“Yeah, well, I exaggerate a lot. You must have realized that by now.” Theo may be full of it, but I give him this: at least he knows he’s full of it. “And besides, that was before I got to work on them. The Firebirds are better now than ever before.”

It wasn’t like I made a decision at any one moment. When Theo came to sit with me on the deck, I felt powerless against the tragedy that had ripped my family in two; by the time I spoke, I’d known exactly what I intended to do for what seemed like a long time. “If you’re that sure, then okay. I’m in.”

“Whoa. Hang on. I never said this was a trip for two.”

I pointed at the Firebird lockets. “Count ’em.”

His fist closed around the Firebirds, and he stared down at his hand like he wished he hadn’t brought them both and given me the idea—but too bad, and too late.

Quietly I said, “You’re not to blame. But you’re also not talking me out of it.”

Theo leaned closer to me, and the smirk was gone. “Marguerite, have you thought about the risks you’d be taking?”

“They’re no worse than the risks you’d take. My dad is dead. Mom deserves some justice. So Paul has to be stopped. I can help you stop him.”

“It’s dangerous. I’m not even talking about the dimension-jumping stuff right now. I mean—we don’t know what kind of worlds we’ll find ourselves in. All we know is that, wherever we end up, Paul Markov is there, and he’s a volatile son of a bitch.”

Paul, volatile. Two days earlier, I would have laughed at that. To me Paul had always seemed as quiet and stolid as the rock cliffs he climbed on weekends.

Now I knew that Paul was a murderer. If he’d do that to my father, he’d do it to Theo or me. None of that mattered anymore.

I said, “I have to do this, Theo. It’s important.”

“It is important. That’s why I’m doing it. Doesn’t mean you have to.”

“Think about it. You can’t jump into any dimensions where you don’t exist. There are probably some dimensions I exist in that you don’t.”

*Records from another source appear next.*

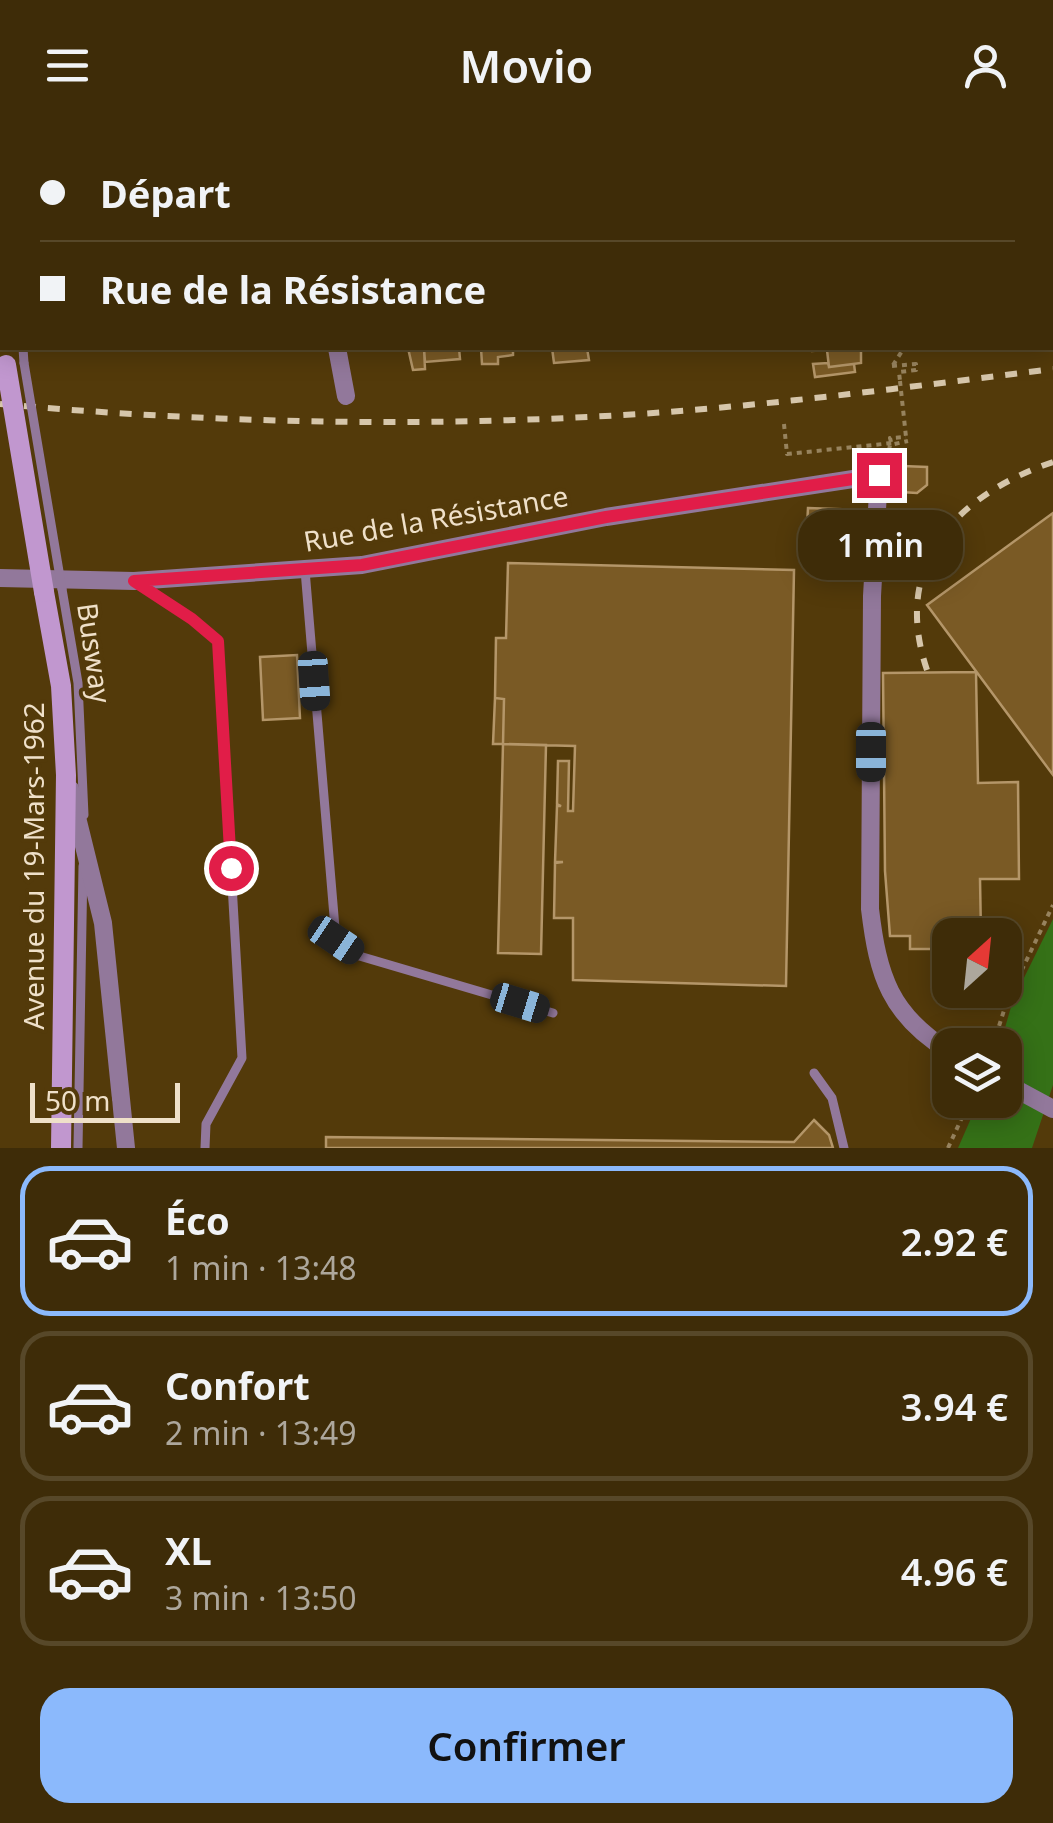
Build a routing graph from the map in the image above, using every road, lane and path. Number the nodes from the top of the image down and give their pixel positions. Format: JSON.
{"nodes":[{"id":1,"x":337,"y":350,"type":"edge"},
{"id":2,"x":903,"y":350,"type":"edge"},
{"id":3,"x":12,"y":358,"type":"edge"},
{"id":4,"x":346,"y":396,"type":"dead end"},
{"id":5,"x":784,"y":424,"type":"dead end"},
{"id":6,"x":892,"y":443,"type":"junction"},
{"id":7,"x":879,"y":475,"type":"junction"},
{"id":8,"x":305,"y":570,"type":"junction"},
{"id":9,"x":0,"y":578,"type":"edge"},
{"id":10,"x":134,"y":581,"type":"junction"},
{"id":11,"x":53,"y":590,"type":"junction"},
{"id":12,"x":66,"y":775,"type":"junction"},
{"id":13,"x":84,"y":838,"type":"junction"},
{"id":14,"x":1053,"y":905,"type":"edge"},
{"id":15,"x":553,"y":1013,"type":"dead end"},
{"id":16,"x":999,"y":1028,"type":"edge"},
{"id":17,"x":932,"y":1038,"type":"edge"},
{"id":18,"x":814,"y":1073,"type":"dead end"},
{"id":19,"x":1022,"y":1092,"type":"edge"},
{"id":20,"x":1053,"y":1108,"type":"edge"},
{"id":21,"x":962,"y":1118,"type":"edge"},
{"id":22,"x":60,"y":1148,"type":"edge"},
{"id":23,"x":78,"y":1148,"type":"edge"},
{"id":24,"x":126,"y":1148,"type":"edge"},
{"id":25,"x":205,"y":1148,"type":"edge"},
{"id":26,"x":844,"y":1148,"type":"edge"},
{"id":27,"x":948,"y":1148,"type":"edge"}],
"edges":[{"from":1,"to":4,"type":"street"},
{"from":2,"to":6,"type":"path","bridge":true},
{"from":3,"to":11,"type":"main road","name":"Avenue du 19-Mars-1962","bridge":true},
{"from":5,"to":6,"type":"path"},
{"from":6,"to":7,"type":"path"},
{"from":7,"to":8,"type":"street","name":"Rue de la Résistance"},
{"from":7,"to":17,"type":"street"},
{"from":8,"to":10,"type":"street","name":"Rue de la Résistance"},
{"from":8,"to":15,"type":"lane"},
{"from":9,"to":10,"type":"street","name":"Rue de la Résistance"},
{"from":10,"to":25,"type":"lane"},
{"from":11,"to":12,"type":"main road","name":"Avenue du 19-Mars-1962"},
{"from":11,"to":13,"type":"lane","name":"Busway"},
{"from":12,"to":13,"type":"street"},
{"from":12,"to":22,"type":"main road","name":"Avenue du 19-Mars-1962"},
{"from":13,"to":23,"type":"lane","name":"Busway"},
{"from":13,"to":24,"type":"street"},
{"from":14,"to":16,"type":"path"},
{"from":18,"to":26,"type":"lane"},
{"from":19,"to":20,"type":"street"},
{"from":21,"to":27,"type":"path"}]}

“And vice versa,” he retorted.

“Still.” I took Theo’s free hand then, like I could make him understand how serious I was just by squeezing tightly. “I can follow him to places where you can’t. I extend your reach. I make the chances of finding him a lot better. Don’t argue with me, because you know it’s true.”

Theo breathed out, squeezed my hand back, let it go, and ran his fingers through his spiky hair. He was restless and jumpy as always—but I could tell he was considering it.

When his dark eyes next met mine, he sighed. “If your mother had any idea we were talking about this, she’d skin me alive. I’m not being metaphorical about that. I think she could actually, literally skin me. She gets the wild eyes sometimes. There’s Cossack blood in her; I’d bet anything.”

I hesitated for a moment, thinking of what this meant for my mother. If something went wrong on this trip—if I turned into atomic soup—she would have lost both me and Dad within the space of two days. There weren’t even words for what that would do to her.

But if Paul got away with it, that would kill her just as surely—and me, too. I wasn’t going to let that happen. “You’re already talking about Mom’s revenge. That means we’re doing this together, doesn’t it?”

“Only if you’re absolutely sure. Please think about this for a second first.”

“I’ve thought about it,” I said, which wasn’t exactly true, but it didn’t matter. I meant it then as much as I mean it now. “I’m in.”

That’s how I got here.

But where is here, exactly? As I walk along the street, crowded despite the late hour, I try to study my surroundings. Wherever I am, it’s not California.

Picasso could have painted this city with its harsh angles, its rigidity, and the way dark lines of steel seem to slash through buildings like knife strokes. I imagine myself as one of the women he painted—face divided in two, asymmetrical and contradictory, one half appearing to smile while the other is silently screaming.

I stop in my tracks. By now I’ve found my way to the river-side, and across the dark water, illuminated by spotlights, is a building I recognize: St. Paul’s Cathedral.

London. I’m in London.

Okay. All right. That makes sense. Dad is . . . he was English. He didn’t move to the United States until he and Mom started working together. In this dimension, I guess she came to his university instead, and we all live here in London.

The thought of my father alive again, somewhere nearby, bubbles up inside me until I can hardly think of anything else. I want to run to him right now, right this second, and hug him tight and apologize for every time I ever talked back to him or made fun of his dorky bow ties.

But this version of my dad won’t be my dad. He’ll be another version. This Marguerite’s father.

I don’t care. This is as close as I’m ever going to get to Dad again, and I’m not wasting it.

Okay. Next step: discover where this version of home is.

The three trips I’ve taken to London to visit Aunt Susannah were all fairly quick; Aunt Susannah’s all about shopping and gossip, and as much as Dad loved his sister, he could take about six days with her, maximum, before he lost it. But I was there long enough to know that London shouldn’t look anything like this.